巢式PCR如不经过优化,可能不产生条带,生成单条或者几条条带,或者出现混杂的条带(拖尾)。拖尾或扩增失败是由RNA质量不佳、RLM-RACE使用的RNA内缺少靶标造成。请务必使用纯净、优质的RNA作为您的起始材料。

  • 由于靶标基因具有多个起始转录位点或者引物同源性很高,可能会出现多条条带;您可以试试一套新的引物。如果您正在使用内部和外部基因特异性5′ 端RLM RACE引物(适用于巢式PCR),可试试在PCR反应之中将他们分别与基因特异性5′ 端引物配合使用,并等量稀释反转录反应产物作为模板。
  • 使用非TAP处理对照;非TAP处理的对照RNA应和您目前实验的RNA获得不同的PCR产物。由于RNA要么通过CIP脱磷酸,要么具有无法连接到5′端RACE接头的完整带帽结构,因此不会产生条带。
  • 优化PCR退火温度;外部PCR的退火温度不太关键,应保持在55–65°C;而内部的巢式PCR退火温度则可能需要更高,以便实现必需的扩增选择能力。如果PCR无法给出预期的结果,则可升高退火温度(试试提高2°C)再次试验。

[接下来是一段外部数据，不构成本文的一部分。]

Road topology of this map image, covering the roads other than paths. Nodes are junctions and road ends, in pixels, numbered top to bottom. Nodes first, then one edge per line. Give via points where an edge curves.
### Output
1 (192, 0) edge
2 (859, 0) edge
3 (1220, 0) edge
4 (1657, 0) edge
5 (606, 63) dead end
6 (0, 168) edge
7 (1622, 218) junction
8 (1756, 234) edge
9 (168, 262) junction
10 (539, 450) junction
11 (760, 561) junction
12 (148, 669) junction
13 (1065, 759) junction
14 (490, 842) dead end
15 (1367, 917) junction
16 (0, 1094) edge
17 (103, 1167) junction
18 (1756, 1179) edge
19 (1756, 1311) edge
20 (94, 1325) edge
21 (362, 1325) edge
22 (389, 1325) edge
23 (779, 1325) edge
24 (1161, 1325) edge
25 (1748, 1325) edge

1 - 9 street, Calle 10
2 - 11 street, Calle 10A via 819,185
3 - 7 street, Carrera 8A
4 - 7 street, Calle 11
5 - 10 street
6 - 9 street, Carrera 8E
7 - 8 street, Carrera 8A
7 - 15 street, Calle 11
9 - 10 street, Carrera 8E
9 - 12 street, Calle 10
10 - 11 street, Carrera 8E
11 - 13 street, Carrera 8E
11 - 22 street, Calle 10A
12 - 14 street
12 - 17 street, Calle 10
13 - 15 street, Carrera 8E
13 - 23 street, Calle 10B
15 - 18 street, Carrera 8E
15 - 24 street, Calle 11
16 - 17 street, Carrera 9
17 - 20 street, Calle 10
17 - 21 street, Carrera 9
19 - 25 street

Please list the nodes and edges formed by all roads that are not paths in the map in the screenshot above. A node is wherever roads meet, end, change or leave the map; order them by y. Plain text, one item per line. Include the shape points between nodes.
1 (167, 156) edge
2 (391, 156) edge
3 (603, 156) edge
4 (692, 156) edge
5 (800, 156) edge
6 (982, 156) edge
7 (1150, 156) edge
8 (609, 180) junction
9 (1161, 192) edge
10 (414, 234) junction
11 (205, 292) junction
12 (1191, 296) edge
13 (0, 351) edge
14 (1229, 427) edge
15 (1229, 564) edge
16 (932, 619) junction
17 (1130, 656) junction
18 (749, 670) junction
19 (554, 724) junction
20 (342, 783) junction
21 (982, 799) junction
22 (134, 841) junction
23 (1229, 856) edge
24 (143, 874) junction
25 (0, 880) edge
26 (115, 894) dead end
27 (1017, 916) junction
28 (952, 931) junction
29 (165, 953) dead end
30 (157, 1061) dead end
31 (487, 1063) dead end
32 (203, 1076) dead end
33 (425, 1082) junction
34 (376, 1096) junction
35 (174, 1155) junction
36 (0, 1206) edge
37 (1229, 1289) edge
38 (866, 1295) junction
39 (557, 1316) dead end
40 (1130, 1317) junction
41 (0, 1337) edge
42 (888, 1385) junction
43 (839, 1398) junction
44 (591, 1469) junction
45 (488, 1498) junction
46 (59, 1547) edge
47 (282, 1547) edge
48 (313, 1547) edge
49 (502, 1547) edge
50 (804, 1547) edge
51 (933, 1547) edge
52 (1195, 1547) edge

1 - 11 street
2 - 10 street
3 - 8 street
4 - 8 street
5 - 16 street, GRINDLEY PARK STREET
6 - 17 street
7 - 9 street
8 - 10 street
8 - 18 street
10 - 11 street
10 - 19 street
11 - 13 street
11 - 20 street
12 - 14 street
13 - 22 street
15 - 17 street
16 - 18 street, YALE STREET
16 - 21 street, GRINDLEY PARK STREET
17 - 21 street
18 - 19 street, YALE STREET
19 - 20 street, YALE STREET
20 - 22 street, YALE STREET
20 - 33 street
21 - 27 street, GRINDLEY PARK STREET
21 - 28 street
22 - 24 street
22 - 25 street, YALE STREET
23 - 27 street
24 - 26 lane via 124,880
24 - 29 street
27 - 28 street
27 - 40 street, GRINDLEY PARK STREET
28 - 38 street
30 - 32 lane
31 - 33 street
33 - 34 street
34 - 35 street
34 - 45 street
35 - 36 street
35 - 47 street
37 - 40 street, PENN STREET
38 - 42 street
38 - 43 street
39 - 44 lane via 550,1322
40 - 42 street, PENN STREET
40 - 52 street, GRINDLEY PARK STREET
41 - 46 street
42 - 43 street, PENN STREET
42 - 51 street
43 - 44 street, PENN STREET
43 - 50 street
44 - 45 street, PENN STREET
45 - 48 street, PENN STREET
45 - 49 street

  • 如果您的靶标较长,可以针对超过1kb的靶标延长扩增循环,每kb长度延长1分钟,
  • 如果您的RNA转录本之中含有高GC含量区域和/或其他具有稳定的二级结构的区域,可以试试升高反转录反应的温度,以便最大限度减少二级结构造成的影响。试剂盒中所含的M-MLV反转录酶可以在高至50°C的条件下使用。升高合成反应的温度,可能促进反转录酶通读。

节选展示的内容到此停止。